First thing I thought is that I would not mind to enter or pass through the cloud or trail that any of these perfumes creates.
Anywhere.
There is something noble in their aura, some natural acceptance as an expression of the respect and the courtesy. Each of those perfumes comes as a reward - they share a sense of noble measure joined with quality that immediately suggests tradition, integrity and reliability.

In all the olfactive noise, all the sound and fury of the new perfume concepts and generated but not groomed olfactive identities, in all the bright commercials and prestigious hype, Le Jardin Retrouvé seems almost like a utopia you get to by time machine.
To me, all seven perfumes feel like coming home, like coming back to a known and reliable place where everything is as it was because it was treasured and it is deeply cherished, no matter the world outside.

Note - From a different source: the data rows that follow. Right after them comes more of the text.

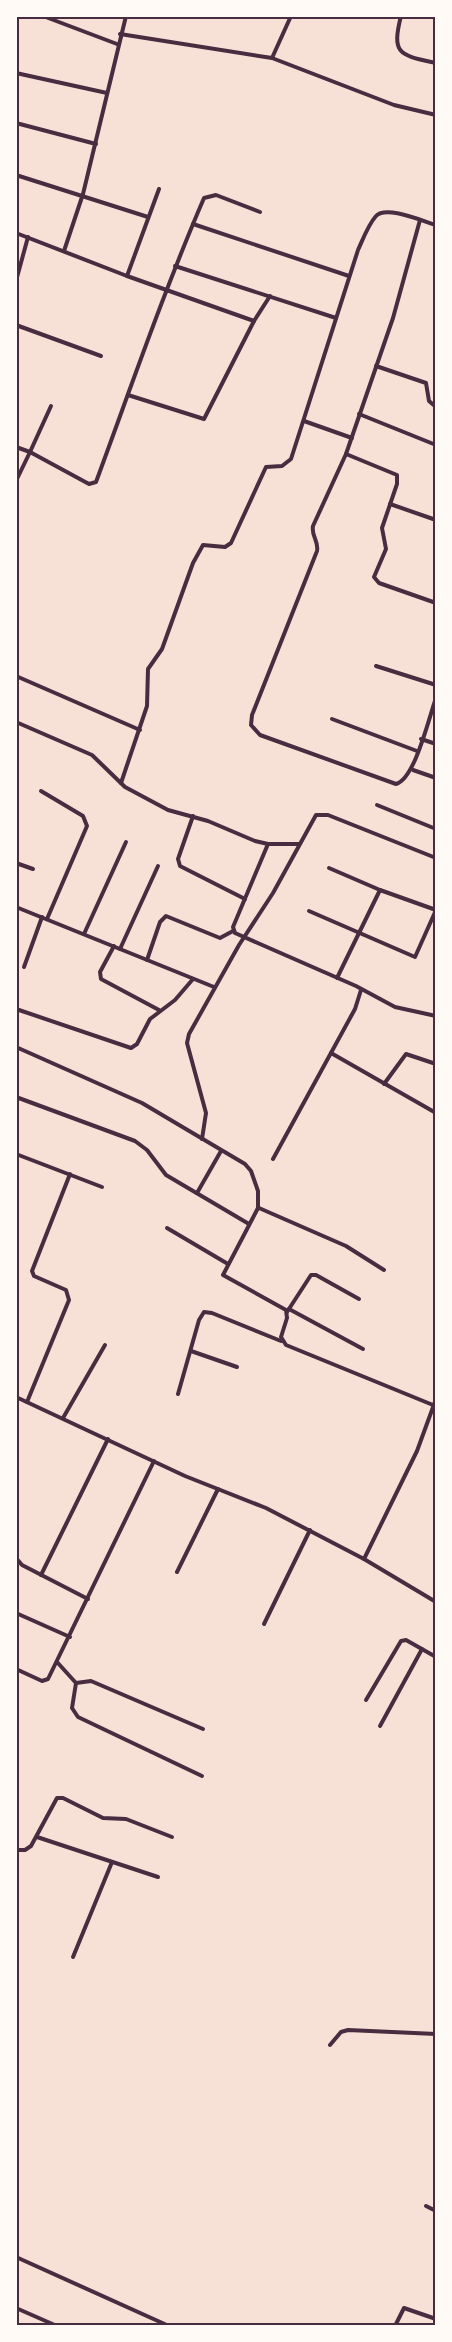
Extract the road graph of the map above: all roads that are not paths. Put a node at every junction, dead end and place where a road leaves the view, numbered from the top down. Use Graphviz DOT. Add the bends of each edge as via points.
graph roads {
  1 [pos="43,16"];
  2 [pos="126,16"];
  3 [pos="291,16"];
  4 [pos="401,16"];
  5 [pos="120,34"];
  6 [pos="117,44"];
  7 [pos="272,58"];
  8 [pos="435,63"];
  9 [pos="16,73"];
  10 [pos="107,93"];
  11 [pos="435,116"];
  12 [pos="16,123"];
  13 [pos="96,144"];
  14 [pos="16,175"];
  15 [pos="159,189"];
  16 [pos="83,194"];
  17 [pos="260,212"];
  18 [pos="148,217"];
  19 [pos="420,220"];
  20 [pos="193,224"];
  21 [pos="435,225"];
  22 [pos="16,233"];
  23 [pos="28,237"];
  24 [pos="64,251"];
  25 [pos="175,266"];
  26 [pos="127,276"];
  27 [pos="349,276"];
  28 [pos="16,281"];
  29 [pos="165,290"];
  30 [pos="270,296"];
  31 [pos="336,318"];
  32 [pos="254,321"];
  33 [pos="17,326"];
  34 [pos="101,356"];
  35 [pos="376,366"];
  36 [pos="128,395"];
  37 [pos="51,406"];
  38 [pos="435,406"];
  39 [pos="360,414"];
  40 [pos="304,421"];
  41 [pos="352,438"];
  42 [pos="435,445"];
  43 [pos="16,447"];
  44 [pos="30,452"];
  45 [pos="346,454"];
  46 [pos="16,481"];
  47 [pos="390,504"];
  48 [pos="435,520"];
  49 [pos="435,603"];
  50 [pos="376,666"];
  51 [pos="16,676"];
  52 [pos="435,686"];
  53 [pos="435,698"];
  54 [pos="332,719"];
  55 [pos="16,722"];
  56 [pos="140,730"];
  57 [pos="421,739"];
  58 [pos="435,744"];
  59 [pos="417,751"];
  60 [pos="413,770"];
  61 [pos="435,778"];
  62 [pos="121,783"];
  63 [pos="41,791"];
  64 [pos="377,805"];
  65 [pos="193,816"];
  66 [pos="435,829"];
  67 [pos="126,842"];
  68 [pos="268,844"];
  69 [pos="299,844"];
  70 [pos="435,858"];
  71 [pos="16,863"];
  72 [pos="158,866"];
  73 [pos="329,868"];
  74 [pos="33,869"];
  75 [pos="380,890"];
  76 [pos="245,899"];
  77 [pos="16,907"];
  78 [pos="435,910"];
  79 [pos="309,911"];
  80 [pos="42,917"];
  81 [pos="47,919"];
  82 [pos="233,930"];
  83 [pos="357,933"];
  84 [pos="84,934"];
  85 [pos="245,938"];
  86 [pos="114,946"];
  87 [pos="120,949"];
  88 [pos="147,960"];
  89 [pos="24,967"];
  90 [pos="337,978"];
  91 [pos="193,979"];
  92 [pos="214,987"];
  93 [pos="361,990"];
  94 [pos="16,1009"];
  95 [pos="159,1010"];
  96 [pos="435,1016"];
  97 [pos="16,1047"];
  98 [pos="331,1053"];
  99 [pos="435,1064"];
  100 [pos="384,1084"];
  101 [pos="16,1097"];
  102 [pos="435,1113"];
  103 [pos="202,1139"];
  104 [pos="221,1151"];
  105 [pos="16,1154"];
  106 [pos="273,1159"];
  107 [pos="70,1174"];
  108 [pos="102,1187"];
  109 [pos="197,1193"];
  110 [pos="258,1208"];
  111 [pos="249,1224"];
  112 [pos="167,1228"];
  113 [pos="228,1264"];
  114 [pos="384,1270"];
  115 [pos="359,1299"];
  116 [pos="288,1311"];
  117 [pos="282,1342"];
  118 [pos="105,1345"];
  119 [pos="363,1349"];
  120 [pos="191,1351"];
  121 [pos="237,1367"];
  122 [pos="178,1394"];
  123 [pos="16,1397"];
  124 [pos="435,1400"];
  125 [pos="27,1402"];
  126 [pos="433,1406"];
  127 [pos="63,1418"];
  128 [pos="108,1440"];
  129 [pos="154,1461"];
  130 [pos="218,1489"];
  131 [pos="310,1530"];
  132 [pos="16,1558"];
  133 [pos="364,1559"];
  134 [pos="177,1572"];
  135 [pos="41,1575"];
  136 [pos="88,1599"];
  137 [pos="435,1602"];
  138 [pos="16,1613"];
  139 [pos="264,1624"];
  140 [pos="70,1637"];
  141 [pos="422,1649"];
  142 [pos="435,1657"];
  143 [pos="57,1662"];
  144 [pos="16,1669"];
  145 [pos="76,1683"];
  146 [pos="366,1700"];
  147 [pos="380,1726"];
  148 [pos="203,1729"];
  149 [pos="202,1776"];
  150 [pos="37,1837"];
  151 [pos="172,1837"];
  152 [pos="16,1850"];
  153 [pos="112,1862"];
  154 [pos="158,1877"];
  155 [pos="73,1958"];
  156 [pos="435,2034"];
  157 [pos="330,2045"];
  158 [pos="426,2206"];
  159 [pos="435,2211"];
  160 [pos="16,2257"];
  161 [pos="16,2308"];
  162 [pos="435,2319"];
  163 [pos="57,2325"];
  164 [pos="169,2325"];
  165 [pos="394,2325"];
  1 -- 6 [label="street"];
  2 -- 5 [label="street"];
  3 -- 7 [label="street"];
  4 -- 8 [label="street" via="395,39 398,49 406,56"];
  5 -- 6 [label="street"];
  5 -- 7 [label="street"];
  6 -- 10 [label="street"];
  7 -- 11 [label="street" via="394,105"];
  9 -- 10 [label="street"];
  10 -- 13 [label="street"];
  12 -- 13 [label="street"];
  13 -- 16 [label="street"];
  14 -- 16 [label="street"];
  15 -- 18 [label="street"];
  16 -- 18 [label="street"];
  16 -- 24 [label="street"];
  17 -- 20 [label="street" via="211,195 204,198"];
  18 -- 26 [label="street"];
  19 -- 21 [label="street"];
  19 -- 27 [label="street" via="386,211 378,214"];
  19 -- 35 [label="street"];
  20 -- 25 [label="street"];
  20 -- 27 [label="street"];
  22 -- 23 [label="street"];
  23 -- 24 [label="street"];
  23 -- 28 [label="street"];
  24 -- 26 [label="street"];
  25 -- 29 [label="street"];
  25 -- 30 [label="street"];
  26 -- 29 [label="street"];
  27 -- 31 [label="street"];
  29 -- 32 [label="street"];
  29 -- 36 [label="street"];
  30 -- 31 [label="street"];
  30 -- 32 [label="street"];
  31 -- 40 [label="street"];
  32 -- 36 [label="street" via="204,419"];
  33 -- 34 [label="street"];
  35 -- 38 [label="street" via="426,383 429,400"];
  35 -- 39 [label="street"];
  36 -- 44 [label="street" via="93,484"];
  37 -- 44 [label="street"];
  39 -- 41 [label="street"];
  39 -- 42 [label="street"];
  40 -- 41 [label="street"];
  40 -- 56 [label="street" via="291,459 282,466 266,467 231,543 225,547 209,543 200,550 162,649 148,669 149,693"];
  41 -- 45 [label="street"];
  43 -- 44 [label="street"];
  44 -- 46 [label="street"];
  45 -- 47 [label="street" via="396,475"];
  45 -- 60 [label="street" via="313,526 317,551 251,725 260,735 396,784"];
  47 -- 48 [label="street"];
  47 -- 49 [label="street" via="382,528 386,549 374,577 379,583"];
  50 -- 52 [label="street"];
  51 -- 56 [label="street"];
  53 -- 57 [label="street"];
  54 -- 59 [label="street"];
  55 -- 62 [label="street" via="92,755"];
  56 -- 62 [label="street"];
  57 -- 58 [label="street"];
  57 -- 59 [label="street"];
  59 -- 60 [label="street"];
  60 -- 61 [label="street"];
  62 -- 65 [label="street" via="168,810"];
  63 -- 81 [label="street" via="82,816 87,826"];
  64 -- 66 [label="street"];
  65 -- 68 [label="street"];
  65 -- 76 [label="street" via="178,859 180,866"];
  67 -- 84 [label="street"];
  68 -- 69 [label="street"];
  68 -- 76 [label="street"];
  69 -- 70 [label="street" via="316,815 324,814"];
  69 -- 85 [label="street"];
  71 -- 74 [label="street"];
  72 -- 87 [label="street"];
  73 -- 75 [label="street"];
  75 -- 78 [label="street"];
  75 -- 83 [label="street"];
  76 -- 82 [label="street"];
  77 -- 80 [label="street"];
  78 -- 83 [label="street" via="417,957"];
  79 -- 83 [label="street"];
  80 -- 81 [label="street"];
  80 -- 89 [label="street"];
  81 -- 84 [label="street"];
  82 -- 85 [label="street"];
  82 -- 88 [label="street" via="220,938 166,916 160,922"];
  83 -- 90 [label="street"];
  84 -- 86 [label="street"];
  85 -- 90 [label="street"];
  85 -- 92 [label="street"];
  86 -- 87 [label="street"];
  86 -- 95 [label="street" via="100,972 101,979"];
  87 -- 88 [label="street"];
  88 -- 91 [label="street"];
  90 -- 93 [label="street"];
  91 -- 92 [label="street"];
  91 -- 95 [label="street" via="175,1000"];
  92 -- 103 [label="street" via="188,1039 206,1113"];
  93 -- 96 [label="street" via="405,1011"];
  93 -- 98 [label="street"];
  94 -- 95 [label="street" via="128,1048 137,1044"];
  97 -- 103 [label="street" via="142,1103"];
  98 -- 100 [label="street"];
  98 -- 106 [label="street"];
  99 -- 100 [label="street" via="406,1053"];
  100 -- 102 [label="street"];
  101 -- 109 [label="street" via="135,1141 166,1175"];
  103 -- 104 [label="street"];
  104 -- 109 [label="street"];
  104 -- 110 [label="street" via="249,1167 259,1195"];
  105 -- 107 [label="street"];
  107 -- 108 [label="street"];
  107 -- 125 [label="street" via="32,1271 34,1276 66,1290 69,1300"];
  109 -- 111 [label="street"];
  110 -- 111 [label="street"];
  110 -- 114 [label="street" via="346,1246"];
  111 -- 113 [label="street"];
  112 -- 113 [label="street"];
  113 -- 116 [label="street" via="223,1275 227,1280"];
  115 -- 116 [label="street" via="311,1275"];
  116 -- 117 [label="street"];
  116 -- 119 [label="street"];
  117 -- 120 [label="street" via="204,1312"];
  117 -- 126 [label="street"];
  118 -- 127 [label="street"];
  120 -- 121 [label="street"];
  120 -- 122 [label="street"];
  123 -- 125 [label="street"];
  124 -- 126 [label="street"];
  125 -- 127 [label="street"];
  126 -- 133 [label="street" via="417,1451"];
  127 -- 128 [label="street"];
  128 -- 129 [label="street"];
  128 -- 135 [label="street"];
  129 -- 130 [label="street"];
  129 -- 136 [label="street"];
  130 -- 131 [label="street"];
  130 -- 134 [label="street"];
  131 -- 133 [label="street"];
  131 -- 139 [label="street"];
  132 -- 135 [label="street"];
  133 -- 137 [label="street"];
  135 -- 136 [label="street"];
  136 -- 140 [label="street"];
  138 -- 140 [label="street"];
  140 -- 143 [label="street"];
  141 -- 142 [label="street"];
  141 -- 146 [label="street" via="401,1641"];
  141 -- 147 [label="street"];
  143 -- 144 [label="street" via="46,1681"];
  143 -- 145 [label="street"];
  145 -- 148 [label="street" via="91,1681"];
  145 -- 149 [label="street" via="72,1708 78,1717"];
  150 -- 151 [label="street" via="57,1798 103,1818 126,1819"];
  150 -- 152 [label="street" via="28,1849"];
  150 -- 153 [label="street"];
  153 -- 154 [label="street"];
  153 -- 155 [label="street"];
  156 -- 157 [label="street" via="348,2030"];
  158 -- 159 [label="street"];
  160 -- 164 [label="street"];
  161 -- 163 [label="street"];
  162 -- 165 [label="street" via="404,2308"];
}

This seven perfumes made by Yuri Gutsatz, remade by in house perfumer Maxence Moutte and presented by Michael and Clara Gutsatz represent not only the personal and family history as a part of the big one we all share when we wear a perfume. In the spirits of this revived creations Le Jardin  Retrouvé presents:
the memory, the endurance,
the continuity. 
The moments of beautiful nowness along the way.

Yuti-Gutsats
Yuri Gutsatz
Disclosure:
The review is based on the discovery set from my own acquisition. Opinions are my own.